Education: 3 out of 10

If our health services made a success story after independence, our successes in education were somewhat over-rated. We did right the racist imbalance by opening education for all up to form 4. That meant that primary school enrolment more than doubled in the first years of independence and secondary school enrolment increased nearly tenfold. But we could ask whether we were giving the right kind of education.

Under settler rule, academic education was severely restricted and there were attempts to set up F2 schools, which were designed to train their pupils for lower level industrial jobs and self-employed trades like building and carpentry. This was designed to keep the positions of power for the settlers.

At independence everyone, including the policy makers, rejected this, but we do need builders, carpenters and mechanics.

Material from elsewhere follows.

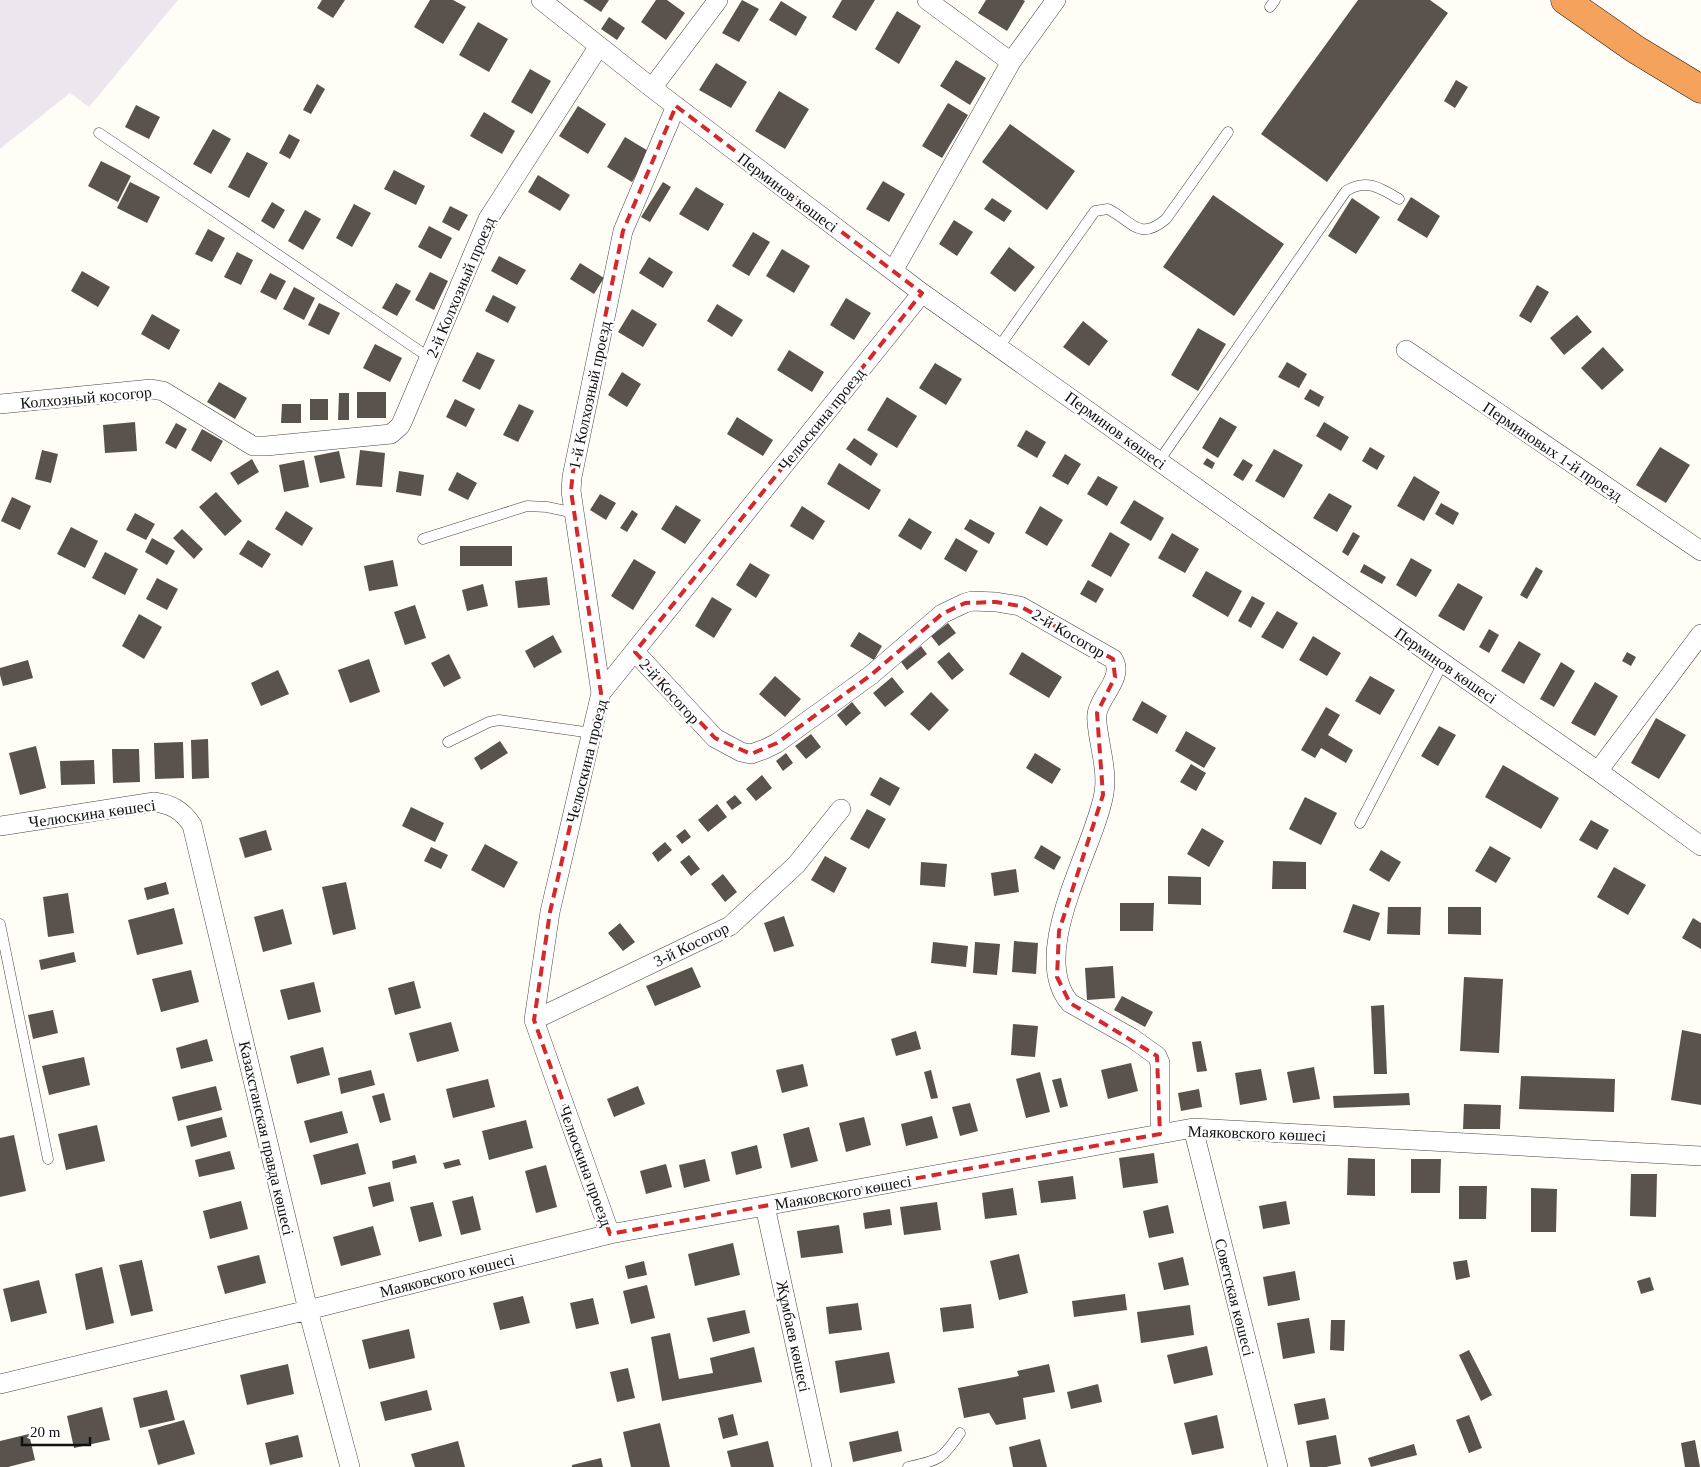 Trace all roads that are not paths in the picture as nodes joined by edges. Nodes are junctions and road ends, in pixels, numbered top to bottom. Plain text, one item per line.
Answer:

We need skilled farmers. Even in “developed” countries these jobs are needed. There are not enough white-collar jobs for everyone.

People have different abilities, so giving everybody the same academic education produces a lot who fail exams, though many could have been very good mechanics or farmers.

Labelling people “failures” because they were forced to write the wrong exams is not good for them or for the country. ZIMSEC seems to be trying now to make the exams easier, which only gives a second-rate academic education even to first rate academic pupils. That may make jobs for teachers, but it doesn’t satisfy anybody else.

After experience with this system, Botswana settled for giving all pupils a basic nine-year course, up to our old JC level. What they do after that depends on their ability. The academically gifted go to academic upper secondary schools, the mechanically gifted go to technical schools and some may need to seek manual jobs. Why don’t we try that?

More people would be trained for the jobs that suit them – and there would be less frustrated unemployable school-leavers and dropouts. I don’t despise anyone: if you are forced into the wrong kind of training, the best thing you can do is to drop out and look for a different kind of training and work.

A system designed to produce a better fit between education and work was tried in Botswana and taken up by some people in our liberation movements. “Education with production” aimed to help everybody to find the job and the training that suited them.

Originally, the Botswana Foundation for Education with Production was built on the traditional age-group (mephato) system, which they dubbed “brigades”.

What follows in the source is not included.